Según explica el investigador, a pesar de que este gen existe en todo el
abanico de la vida, desde las bacterias hasta el ser humano, nunca se había
podido establecer la forma en que funciona en el reino vegetal. "Todo lo
que hasta hoy se sabía se deducía de estudios en bacterias", subraya
Prina.
El gen infA es particularmente importante, porque regula la síntesis de
proteínas en los cloroplastos, pequeñas organelas de las células vegetales
que tienen a su cargo nada menos que la fotosíntesis. "Prácticamente,
toda la energía del sol que se fija en el planeta proviene de allí",
afirma Prina.
Según el científico, la estabilidad genética surge de un continuo trabajo de
reparación de las células. "Por ejemplo, la condición llamada xeroderma
pigmentosa es una enfermedad, que surge de la incapacidad de algunas
personas de reparar el daño producido por el sol -explica-. A veces, en las
plantas ocurre que la variabilidad genética aparece por incapacidad de
repararse: no pueden volver a su genoma original."
A partir de la idea de las mutaciones inducidas, Prina decidió estudiar la
posibilidad de originar variabilidad a través de genotipos inestables; es
decir, de genomas que no tienen la capacidad de mantener su estabilidad genética.
Al trabajar con la planta de cebada como modelo, el investigador y su equipo
obtuvieron mutantes de color más claro y postularon que un determinado gen del
cloroplasto estaba alterando la síntesis de proteínas.

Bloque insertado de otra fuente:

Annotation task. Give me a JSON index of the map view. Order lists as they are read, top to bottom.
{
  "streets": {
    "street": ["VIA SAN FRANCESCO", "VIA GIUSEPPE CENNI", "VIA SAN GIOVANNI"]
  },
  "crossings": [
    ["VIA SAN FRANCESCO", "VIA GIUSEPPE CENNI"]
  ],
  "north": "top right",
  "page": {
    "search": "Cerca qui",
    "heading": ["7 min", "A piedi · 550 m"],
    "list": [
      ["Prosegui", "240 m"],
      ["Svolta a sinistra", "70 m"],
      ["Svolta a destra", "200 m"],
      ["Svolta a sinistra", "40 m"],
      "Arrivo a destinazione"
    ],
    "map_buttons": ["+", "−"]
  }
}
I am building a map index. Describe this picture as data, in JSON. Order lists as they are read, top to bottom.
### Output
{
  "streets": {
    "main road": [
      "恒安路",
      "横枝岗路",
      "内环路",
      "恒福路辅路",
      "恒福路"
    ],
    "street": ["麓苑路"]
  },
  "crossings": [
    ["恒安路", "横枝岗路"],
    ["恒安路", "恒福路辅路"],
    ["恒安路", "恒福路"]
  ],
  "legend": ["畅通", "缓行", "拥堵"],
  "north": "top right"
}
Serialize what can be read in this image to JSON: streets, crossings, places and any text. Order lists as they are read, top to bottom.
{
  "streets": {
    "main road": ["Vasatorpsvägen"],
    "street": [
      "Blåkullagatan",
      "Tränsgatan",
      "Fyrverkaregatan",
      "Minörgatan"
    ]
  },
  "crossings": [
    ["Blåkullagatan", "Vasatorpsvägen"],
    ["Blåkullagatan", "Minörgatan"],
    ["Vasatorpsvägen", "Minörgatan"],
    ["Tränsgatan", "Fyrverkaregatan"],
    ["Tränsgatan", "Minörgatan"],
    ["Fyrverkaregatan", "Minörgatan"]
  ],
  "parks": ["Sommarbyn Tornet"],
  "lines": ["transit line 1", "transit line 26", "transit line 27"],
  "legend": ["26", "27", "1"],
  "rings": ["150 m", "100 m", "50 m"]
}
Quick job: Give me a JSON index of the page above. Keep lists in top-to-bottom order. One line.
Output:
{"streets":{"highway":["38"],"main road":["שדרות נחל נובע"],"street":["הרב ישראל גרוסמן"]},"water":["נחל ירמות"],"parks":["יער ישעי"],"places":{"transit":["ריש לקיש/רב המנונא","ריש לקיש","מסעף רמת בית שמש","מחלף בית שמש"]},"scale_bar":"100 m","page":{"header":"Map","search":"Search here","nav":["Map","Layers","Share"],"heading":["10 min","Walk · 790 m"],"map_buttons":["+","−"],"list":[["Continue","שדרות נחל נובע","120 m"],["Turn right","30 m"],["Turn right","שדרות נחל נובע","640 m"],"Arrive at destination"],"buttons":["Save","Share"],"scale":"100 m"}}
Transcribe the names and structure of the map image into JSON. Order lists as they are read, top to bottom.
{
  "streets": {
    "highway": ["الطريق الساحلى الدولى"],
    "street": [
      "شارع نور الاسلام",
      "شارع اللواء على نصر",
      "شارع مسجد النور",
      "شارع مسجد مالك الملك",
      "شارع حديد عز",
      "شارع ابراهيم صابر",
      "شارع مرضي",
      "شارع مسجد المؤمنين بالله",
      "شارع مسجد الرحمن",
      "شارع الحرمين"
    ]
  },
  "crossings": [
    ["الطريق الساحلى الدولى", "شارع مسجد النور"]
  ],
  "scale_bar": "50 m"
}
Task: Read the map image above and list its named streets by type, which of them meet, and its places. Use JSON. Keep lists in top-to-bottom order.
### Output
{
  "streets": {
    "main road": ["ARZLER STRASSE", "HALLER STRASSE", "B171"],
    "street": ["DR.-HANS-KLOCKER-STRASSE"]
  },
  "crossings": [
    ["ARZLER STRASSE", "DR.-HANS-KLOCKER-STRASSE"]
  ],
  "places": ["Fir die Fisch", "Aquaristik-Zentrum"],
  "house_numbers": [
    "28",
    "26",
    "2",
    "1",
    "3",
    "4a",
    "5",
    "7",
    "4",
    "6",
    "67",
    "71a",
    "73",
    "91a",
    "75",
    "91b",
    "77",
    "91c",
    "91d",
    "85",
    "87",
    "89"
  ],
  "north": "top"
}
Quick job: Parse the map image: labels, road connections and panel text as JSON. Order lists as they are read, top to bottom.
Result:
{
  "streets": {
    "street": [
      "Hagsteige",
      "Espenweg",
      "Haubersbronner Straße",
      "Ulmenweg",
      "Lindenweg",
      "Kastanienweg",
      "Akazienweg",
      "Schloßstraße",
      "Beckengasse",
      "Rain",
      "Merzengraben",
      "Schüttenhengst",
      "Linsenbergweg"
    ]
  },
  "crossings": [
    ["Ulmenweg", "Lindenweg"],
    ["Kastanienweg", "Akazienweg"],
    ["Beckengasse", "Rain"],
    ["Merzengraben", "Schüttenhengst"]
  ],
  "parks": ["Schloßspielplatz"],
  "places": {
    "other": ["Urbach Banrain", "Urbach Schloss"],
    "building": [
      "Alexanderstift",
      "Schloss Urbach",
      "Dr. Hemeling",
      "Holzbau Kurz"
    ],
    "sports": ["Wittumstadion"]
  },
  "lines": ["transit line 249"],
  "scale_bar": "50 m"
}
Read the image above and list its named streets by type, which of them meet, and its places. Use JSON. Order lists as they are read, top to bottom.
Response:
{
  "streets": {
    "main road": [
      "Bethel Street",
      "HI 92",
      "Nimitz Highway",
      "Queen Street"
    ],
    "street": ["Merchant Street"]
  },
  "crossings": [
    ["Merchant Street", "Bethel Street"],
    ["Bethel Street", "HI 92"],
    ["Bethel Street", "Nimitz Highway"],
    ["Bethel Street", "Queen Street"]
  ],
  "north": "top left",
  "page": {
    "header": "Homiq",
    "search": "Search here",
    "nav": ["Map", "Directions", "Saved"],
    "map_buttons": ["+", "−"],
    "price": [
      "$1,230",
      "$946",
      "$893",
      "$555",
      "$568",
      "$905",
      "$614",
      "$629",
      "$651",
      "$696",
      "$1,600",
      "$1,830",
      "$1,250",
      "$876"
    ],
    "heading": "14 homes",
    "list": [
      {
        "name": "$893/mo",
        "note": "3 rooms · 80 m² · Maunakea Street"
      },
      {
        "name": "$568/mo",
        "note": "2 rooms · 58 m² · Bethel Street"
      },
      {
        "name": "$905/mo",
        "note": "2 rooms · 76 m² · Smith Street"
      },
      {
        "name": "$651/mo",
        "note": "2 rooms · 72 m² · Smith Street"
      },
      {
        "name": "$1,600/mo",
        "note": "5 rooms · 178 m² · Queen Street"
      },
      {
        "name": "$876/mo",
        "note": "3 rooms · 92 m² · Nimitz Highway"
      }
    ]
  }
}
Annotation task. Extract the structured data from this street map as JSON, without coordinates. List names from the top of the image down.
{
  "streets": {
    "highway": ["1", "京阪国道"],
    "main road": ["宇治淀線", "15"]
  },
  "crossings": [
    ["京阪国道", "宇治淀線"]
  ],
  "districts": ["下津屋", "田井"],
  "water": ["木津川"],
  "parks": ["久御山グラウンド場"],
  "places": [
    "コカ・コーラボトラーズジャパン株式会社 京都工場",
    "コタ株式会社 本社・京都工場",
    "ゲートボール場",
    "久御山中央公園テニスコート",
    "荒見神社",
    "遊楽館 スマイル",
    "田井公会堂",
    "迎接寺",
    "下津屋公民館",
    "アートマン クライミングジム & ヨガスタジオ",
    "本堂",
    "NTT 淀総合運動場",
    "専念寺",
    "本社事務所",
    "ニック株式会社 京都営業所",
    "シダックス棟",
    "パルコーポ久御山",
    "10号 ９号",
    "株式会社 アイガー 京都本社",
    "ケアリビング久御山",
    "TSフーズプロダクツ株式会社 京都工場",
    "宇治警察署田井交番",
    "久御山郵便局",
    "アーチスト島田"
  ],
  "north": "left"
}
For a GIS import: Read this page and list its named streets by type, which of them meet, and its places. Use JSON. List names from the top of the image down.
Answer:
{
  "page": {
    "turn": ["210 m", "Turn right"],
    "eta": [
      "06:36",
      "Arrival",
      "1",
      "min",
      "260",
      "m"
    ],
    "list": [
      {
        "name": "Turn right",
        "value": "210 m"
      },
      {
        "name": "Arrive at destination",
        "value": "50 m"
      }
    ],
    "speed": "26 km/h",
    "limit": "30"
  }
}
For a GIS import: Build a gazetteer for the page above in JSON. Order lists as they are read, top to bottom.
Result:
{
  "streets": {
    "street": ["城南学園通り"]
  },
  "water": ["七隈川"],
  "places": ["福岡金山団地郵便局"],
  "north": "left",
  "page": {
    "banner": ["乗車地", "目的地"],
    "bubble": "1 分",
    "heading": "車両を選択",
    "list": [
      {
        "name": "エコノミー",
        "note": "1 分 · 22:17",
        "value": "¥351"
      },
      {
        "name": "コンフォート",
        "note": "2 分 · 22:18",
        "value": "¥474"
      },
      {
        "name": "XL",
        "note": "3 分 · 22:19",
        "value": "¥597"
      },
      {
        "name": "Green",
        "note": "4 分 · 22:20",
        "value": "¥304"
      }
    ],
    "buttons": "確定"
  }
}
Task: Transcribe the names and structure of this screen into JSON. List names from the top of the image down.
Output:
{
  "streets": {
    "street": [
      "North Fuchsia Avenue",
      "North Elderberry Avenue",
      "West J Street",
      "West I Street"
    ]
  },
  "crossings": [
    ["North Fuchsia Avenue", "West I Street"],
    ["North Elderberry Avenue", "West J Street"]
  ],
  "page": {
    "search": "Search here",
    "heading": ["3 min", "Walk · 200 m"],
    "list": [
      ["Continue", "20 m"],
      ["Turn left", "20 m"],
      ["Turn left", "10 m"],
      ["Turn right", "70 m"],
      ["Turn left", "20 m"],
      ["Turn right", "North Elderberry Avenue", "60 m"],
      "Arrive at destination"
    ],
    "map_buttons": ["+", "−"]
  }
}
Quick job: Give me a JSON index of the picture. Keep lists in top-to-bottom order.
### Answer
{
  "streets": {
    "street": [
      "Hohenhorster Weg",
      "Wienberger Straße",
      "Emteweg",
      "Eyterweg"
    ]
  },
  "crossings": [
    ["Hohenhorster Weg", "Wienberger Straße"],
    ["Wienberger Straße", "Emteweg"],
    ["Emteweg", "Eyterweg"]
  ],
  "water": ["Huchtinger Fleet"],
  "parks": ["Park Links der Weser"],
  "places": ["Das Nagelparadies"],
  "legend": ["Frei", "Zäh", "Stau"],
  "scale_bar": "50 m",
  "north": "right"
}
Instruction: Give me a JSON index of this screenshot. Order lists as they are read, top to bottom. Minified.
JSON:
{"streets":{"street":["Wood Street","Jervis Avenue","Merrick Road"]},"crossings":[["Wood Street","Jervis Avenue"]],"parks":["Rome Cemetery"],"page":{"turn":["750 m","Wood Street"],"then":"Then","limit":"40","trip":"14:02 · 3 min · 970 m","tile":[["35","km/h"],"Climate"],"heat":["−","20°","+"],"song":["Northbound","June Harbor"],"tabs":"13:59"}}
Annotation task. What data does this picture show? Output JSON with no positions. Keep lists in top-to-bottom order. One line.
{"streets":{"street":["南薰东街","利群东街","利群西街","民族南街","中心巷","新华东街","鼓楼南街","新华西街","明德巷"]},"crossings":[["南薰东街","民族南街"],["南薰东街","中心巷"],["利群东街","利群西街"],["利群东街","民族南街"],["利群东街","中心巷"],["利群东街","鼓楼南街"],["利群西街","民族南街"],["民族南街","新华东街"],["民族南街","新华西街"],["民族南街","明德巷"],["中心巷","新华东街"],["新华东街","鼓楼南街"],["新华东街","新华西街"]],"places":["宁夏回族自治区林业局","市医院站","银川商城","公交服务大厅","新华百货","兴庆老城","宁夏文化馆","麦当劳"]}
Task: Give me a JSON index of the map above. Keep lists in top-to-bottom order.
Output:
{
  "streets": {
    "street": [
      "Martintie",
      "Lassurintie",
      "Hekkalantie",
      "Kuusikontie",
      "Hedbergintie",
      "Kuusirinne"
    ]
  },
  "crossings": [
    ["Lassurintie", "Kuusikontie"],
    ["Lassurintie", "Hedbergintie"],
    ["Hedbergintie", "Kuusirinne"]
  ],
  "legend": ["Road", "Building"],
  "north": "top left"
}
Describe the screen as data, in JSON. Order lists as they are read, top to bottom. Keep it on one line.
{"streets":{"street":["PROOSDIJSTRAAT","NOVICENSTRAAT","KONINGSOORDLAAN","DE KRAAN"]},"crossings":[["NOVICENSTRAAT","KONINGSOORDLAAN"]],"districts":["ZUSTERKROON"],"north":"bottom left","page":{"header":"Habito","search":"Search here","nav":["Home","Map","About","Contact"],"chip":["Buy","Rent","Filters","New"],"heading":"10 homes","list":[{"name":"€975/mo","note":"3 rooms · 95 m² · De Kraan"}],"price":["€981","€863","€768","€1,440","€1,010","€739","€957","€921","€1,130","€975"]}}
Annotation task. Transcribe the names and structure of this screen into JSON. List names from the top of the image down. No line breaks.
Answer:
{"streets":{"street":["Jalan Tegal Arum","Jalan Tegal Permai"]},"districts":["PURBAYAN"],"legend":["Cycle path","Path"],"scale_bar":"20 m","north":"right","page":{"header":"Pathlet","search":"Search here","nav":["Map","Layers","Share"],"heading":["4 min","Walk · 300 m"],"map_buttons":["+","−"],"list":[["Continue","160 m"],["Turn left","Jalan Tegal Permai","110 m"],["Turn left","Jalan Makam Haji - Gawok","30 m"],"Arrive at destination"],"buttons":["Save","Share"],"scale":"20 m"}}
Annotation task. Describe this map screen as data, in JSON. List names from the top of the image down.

"Vimos que, según se cosechara en frío o en calor, las plantas «hijas»
eran de un color o de otro", cuenta Prina. Al decodificar la secuencia del
gen, los investigadores encontraron cambios menores que afectaban una de sus
bases.
A partir del estudio de la cebada, los investigadores están aplicando en
diversas plantas cultivadas (como el trigo, el algodón, las gramíneas
forrajeras y el arroz) los conocimientos sobre la variabilidad inducida. En
arroz, recientemente obtuvieron mutantes tolerantes a herbicidas que dieron
origen al primer cultivar de arroz tolerante a herbicidas liberado
comercialmente en el país. Por otro lado, los genes de tolerancia obtenidos se
patentaron en el exterior y se comercializarán mediante un convenio con la
empresa BASF.
"La genética del cloroplasto es muy particular y muy poco conocida -dice
Prina-. Incluye alrededor de cien genes, pero a pesar de que algunos se
secuenciaron totalmente, hay un desconocimiento muy grande de su funcionalidad.
Cuando uno estudia una planta, la variabilidad está detenida en un punto, es
como tomar una foto de su evolución, pero hay una enorme capacidad que está
latente. Conociendo su funcionamiento genético, podemos explotarla."
Nora Bär
Fuente:
Diario «La Nación», Sección “Ciencia / Salud”, 23 de octubre de 2007.